Haris Azhar dan KontraS Disomasi Luhut, Begini Awal Persoalannya
·waktu baca 3 menit

Haris Azhar dan Koordinator KontraS Fatia Maulidiyanti disomasi oleh Menteri Koordinator Bidang Kemaritiman dan Investasi Luhut Binsar Pandjaitan. Keduanya menerima surat somasi karena menyebut Luhut memiliki tambang di tanah Papua.
Obrolan tersebut ada di Channel YouTube Haris Azhar yang berjudul "Ada Lord Luhut Dibalik Relasi Ekonomi-Ops Militer Intan Jaya!! Jenderal BIN Juga Ada!!”
Dalam wawancara antara Haris Azhar dan Fatia di video itu, Fatia menyebut bahwa PT Tobacom Del Mandiri, anak usaha Toba Sejahtra Group dimiliki sahamnya oleh Luhut, bermain dalam bisnis tambang di Papua.

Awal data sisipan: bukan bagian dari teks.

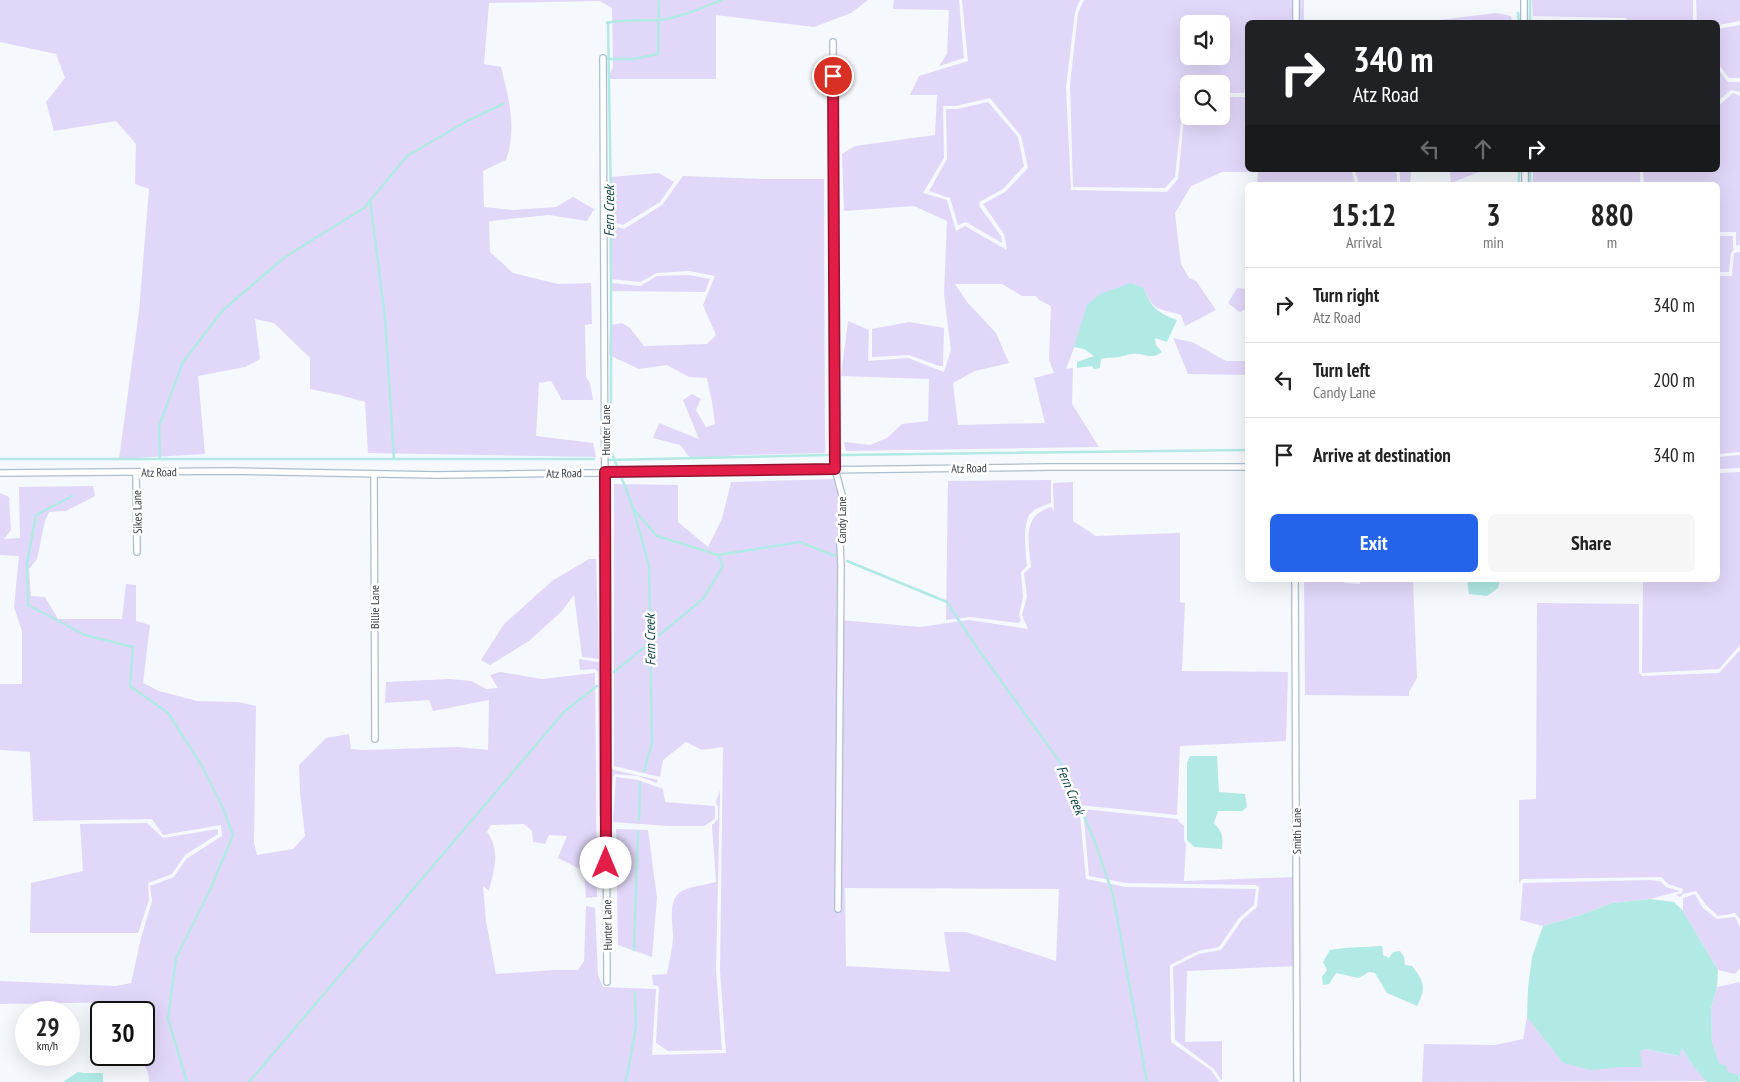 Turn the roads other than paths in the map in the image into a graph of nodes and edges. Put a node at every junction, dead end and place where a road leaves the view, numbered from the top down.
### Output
1 (1296, 0) edge
2 (1524, 0) edge
3 (1296, 20) edge
4 (1524, 20) edge
5 (833, 42) dead end
6 (603, 58) dead end
7 (1245, 466) edge
8 (835, 469) junction
9 (136, 472) junction
10 (605, 472) junction
11 (0, 473) edge
12 (374, 475) junction
13 (137, 552) dead end
14 (1295, 582) edge
15 (375, 740) dead end
16 (838, 909) dead end
17 (608, 982) dead end
18 (1297, 1082) edge

1 - 3 street
2 - 4 street
5 - 8 street, Candy Lane
6 - 10 street, Hunter Lane
7 - 8 street, Atz Road
8 - 10 street, Atz Road
8 - 16 street, Candy Lane
9 - 11 street, Atz Road
9 - 12 street, Atz Road
9 - 13 street, Sikes Lane
10 - 12 street, Atz Road
10 - 17 street, Hunter Lane
12 - 15 street, Billie Lane
14 - 18 street, Smith Lane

"PT Tobacom Del Mandiri ini Direkturnya adalah Purnawirawan TNI namanya Paulus Prananto. Kita tahu juga bahwa Toba Sejahtra Group ini juga dimiliki sahamnya oleh salah satu Pejabat kita, Namanya adalah Luhut Binsar Pandjaitan (LBP), The Lord, Lord Luhut. Jadi Luhut bisa dibilang bermain dalam pertambangan-pertambangan yang terjadi di Papua hari ini," kata Fatia dalam video tersebut.

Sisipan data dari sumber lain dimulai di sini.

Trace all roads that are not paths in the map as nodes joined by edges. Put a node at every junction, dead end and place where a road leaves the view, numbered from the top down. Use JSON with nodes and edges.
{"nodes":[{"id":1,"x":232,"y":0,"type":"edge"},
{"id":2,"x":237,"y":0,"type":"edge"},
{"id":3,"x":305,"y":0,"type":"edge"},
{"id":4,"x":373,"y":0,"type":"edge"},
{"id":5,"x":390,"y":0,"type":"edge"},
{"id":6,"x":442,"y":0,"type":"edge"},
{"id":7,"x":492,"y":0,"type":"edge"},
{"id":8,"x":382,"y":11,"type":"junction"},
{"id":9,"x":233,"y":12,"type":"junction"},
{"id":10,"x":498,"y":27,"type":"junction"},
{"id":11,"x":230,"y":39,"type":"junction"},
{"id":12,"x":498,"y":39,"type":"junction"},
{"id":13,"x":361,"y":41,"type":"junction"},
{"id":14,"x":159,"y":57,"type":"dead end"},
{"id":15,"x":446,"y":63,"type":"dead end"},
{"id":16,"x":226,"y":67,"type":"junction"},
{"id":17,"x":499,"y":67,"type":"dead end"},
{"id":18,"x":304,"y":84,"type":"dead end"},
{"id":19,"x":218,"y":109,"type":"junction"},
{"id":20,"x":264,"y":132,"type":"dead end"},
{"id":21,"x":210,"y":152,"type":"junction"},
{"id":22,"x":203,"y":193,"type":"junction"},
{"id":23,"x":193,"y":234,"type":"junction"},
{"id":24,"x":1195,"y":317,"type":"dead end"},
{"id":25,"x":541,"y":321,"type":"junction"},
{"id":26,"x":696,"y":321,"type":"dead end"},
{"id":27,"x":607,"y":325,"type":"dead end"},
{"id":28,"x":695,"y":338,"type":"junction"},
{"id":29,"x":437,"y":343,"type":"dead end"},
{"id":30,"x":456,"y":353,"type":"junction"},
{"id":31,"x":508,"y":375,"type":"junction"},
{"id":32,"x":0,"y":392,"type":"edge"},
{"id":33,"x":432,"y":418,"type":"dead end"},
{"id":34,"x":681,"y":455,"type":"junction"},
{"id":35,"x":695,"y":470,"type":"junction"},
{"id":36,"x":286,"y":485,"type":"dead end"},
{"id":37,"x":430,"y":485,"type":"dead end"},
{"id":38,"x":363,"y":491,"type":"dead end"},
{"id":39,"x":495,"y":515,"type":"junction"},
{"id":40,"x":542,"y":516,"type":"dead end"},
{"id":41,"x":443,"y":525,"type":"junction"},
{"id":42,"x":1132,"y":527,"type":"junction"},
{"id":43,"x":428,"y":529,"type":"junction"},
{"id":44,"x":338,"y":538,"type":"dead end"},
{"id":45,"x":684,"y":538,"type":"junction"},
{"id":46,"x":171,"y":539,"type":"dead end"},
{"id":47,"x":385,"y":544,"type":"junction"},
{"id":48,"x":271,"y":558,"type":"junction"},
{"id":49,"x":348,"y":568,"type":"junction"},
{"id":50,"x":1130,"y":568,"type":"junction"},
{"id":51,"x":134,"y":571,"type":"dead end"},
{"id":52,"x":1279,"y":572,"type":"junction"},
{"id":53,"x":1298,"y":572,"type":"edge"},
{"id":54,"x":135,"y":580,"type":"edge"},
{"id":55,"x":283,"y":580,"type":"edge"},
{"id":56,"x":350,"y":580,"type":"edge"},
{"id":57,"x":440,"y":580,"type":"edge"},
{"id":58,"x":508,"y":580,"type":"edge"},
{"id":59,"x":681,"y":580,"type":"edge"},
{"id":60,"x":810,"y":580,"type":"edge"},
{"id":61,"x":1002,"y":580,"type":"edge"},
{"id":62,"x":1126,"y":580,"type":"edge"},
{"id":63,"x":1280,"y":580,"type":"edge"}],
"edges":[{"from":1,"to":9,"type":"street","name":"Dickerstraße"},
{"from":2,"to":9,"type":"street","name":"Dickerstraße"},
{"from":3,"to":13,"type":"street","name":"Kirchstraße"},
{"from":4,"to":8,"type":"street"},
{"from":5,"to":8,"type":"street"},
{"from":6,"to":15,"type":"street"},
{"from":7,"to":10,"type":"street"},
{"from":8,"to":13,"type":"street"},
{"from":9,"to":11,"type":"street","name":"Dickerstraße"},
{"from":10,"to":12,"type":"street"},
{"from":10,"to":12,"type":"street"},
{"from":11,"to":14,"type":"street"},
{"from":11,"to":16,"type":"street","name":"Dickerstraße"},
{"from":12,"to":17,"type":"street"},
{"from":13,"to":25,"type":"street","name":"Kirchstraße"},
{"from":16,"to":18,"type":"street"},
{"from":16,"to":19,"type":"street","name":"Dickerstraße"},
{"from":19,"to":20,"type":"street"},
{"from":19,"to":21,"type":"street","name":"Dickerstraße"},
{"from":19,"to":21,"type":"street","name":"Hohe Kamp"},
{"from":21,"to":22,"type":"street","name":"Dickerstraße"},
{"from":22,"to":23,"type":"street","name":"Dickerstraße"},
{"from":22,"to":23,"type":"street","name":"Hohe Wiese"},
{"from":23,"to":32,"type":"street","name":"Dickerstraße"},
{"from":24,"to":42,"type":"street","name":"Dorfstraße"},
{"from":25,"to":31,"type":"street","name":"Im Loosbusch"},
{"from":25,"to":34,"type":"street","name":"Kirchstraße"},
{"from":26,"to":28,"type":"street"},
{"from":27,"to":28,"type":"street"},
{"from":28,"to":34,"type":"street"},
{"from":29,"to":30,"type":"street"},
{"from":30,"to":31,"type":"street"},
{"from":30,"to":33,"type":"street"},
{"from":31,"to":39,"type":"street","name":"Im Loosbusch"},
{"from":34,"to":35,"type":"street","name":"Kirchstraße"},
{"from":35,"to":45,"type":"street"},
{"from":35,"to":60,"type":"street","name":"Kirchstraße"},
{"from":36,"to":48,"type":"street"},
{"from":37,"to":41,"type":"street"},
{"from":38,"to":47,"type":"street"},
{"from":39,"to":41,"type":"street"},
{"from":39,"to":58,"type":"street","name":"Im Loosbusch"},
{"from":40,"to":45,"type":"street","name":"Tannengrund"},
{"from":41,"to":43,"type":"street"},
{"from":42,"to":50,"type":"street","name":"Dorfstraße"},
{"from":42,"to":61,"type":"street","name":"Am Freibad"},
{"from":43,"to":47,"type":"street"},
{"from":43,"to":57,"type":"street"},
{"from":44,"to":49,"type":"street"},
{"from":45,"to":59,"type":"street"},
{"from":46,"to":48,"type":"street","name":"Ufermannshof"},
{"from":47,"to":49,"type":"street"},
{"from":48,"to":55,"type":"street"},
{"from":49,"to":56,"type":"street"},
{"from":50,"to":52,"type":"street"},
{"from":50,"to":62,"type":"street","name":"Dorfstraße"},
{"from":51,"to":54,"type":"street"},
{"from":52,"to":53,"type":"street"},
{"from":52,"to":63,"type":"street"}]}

Pihak Luhut Bantah Punya Lahan Tambang di Papua
Dikonfirmasi terkait hal ini, Juru Bicara Menteri Koordinator Bidang Kemaritiman dan Investasi Jodi Mahardi membantah bahwa Luhut terlibat dalam bisnis pertambangan di Blok Wabu, Kabupaten Intan Jaya, Papua.
"Unggahan di channel Youtube Saudara Haris Azhar dimaksud telah membentuk opini atau pernyataan-pernyataan yang tidak benar, tendesius, character assassination, fitnah, penghinaan/ pencemaran nama baik dan berita bohong bahwa Pak Luhut bermain dalam bisnis pertambangan di Blok Wabu, Kabupaten Intan Jaya, Provinsi Papua,” kata Jodi kepada kumparan, Sabtu (28/8).
Pihak Luhut Akan Bawa ke Ranah Hukum Jika Tak Permohonan Maaf
Melalui kuasa hukumnya Juniver Girsang & Partners, Luhut mensomasi Haris Azhar dan Fatia agar dalam waktu 5 x 24 jam menjelaskan motif dan tujuan unggahan video tersebut. Surat somasi untuk Haris Azhar diterbitkan pada 25 Agustus 2021 dan somasi untuk Fathia pada 26 Agustus 2021.
"Somasi supaya keduanya menjelaskan mengenai motif, maksud dan tujuan dari pengunggahan video yang memuat judul dan berisi wawancara yang telah menimbulkan fitnah, penghinaan/pencemaran nama baik dan berita bohong kepada Pak Luhut dan menyampaikan penyesalan dan permohonan maaf melalui channel Youtube yang sama serta berjanji tidak akan mengulangi lagi perbuatan serupa di kemudian hari," tegas Jodi.
Apabila somasi tidak diindahkan, pihak Luhut menyatakan akan mengambil langkah hukum baik pidana maupun perdata menurut peraturan perundang-undangan yang berlaku.
"Hanya penjelasan dan permintaan maaf yang kami minta. Kami rasa itu lebih dari fair," kata Jodi.
Tanggapan KontraS dan Haris Azhar Usai Disomasi
Dikonfirmasi terkait hal ini, Fatia enggan memberikan tanggapan. "Saya no comment dulu ya," ujarnya singkat kepada kumparan, Sabtu (28/8).
Sementara itu, Haris Azhar mengaku sudah menerima somasi yang disampaikan pihak Luhut. Namun pihaknya belum memberikan jawaban.
"Iya benar saya disomasi. Dikirim Kamis beberapa hari lalu. Dalam beberapa hari ke depan saya lewat kuasa hukum saya akan berikan jawaban somasi," ujarnya.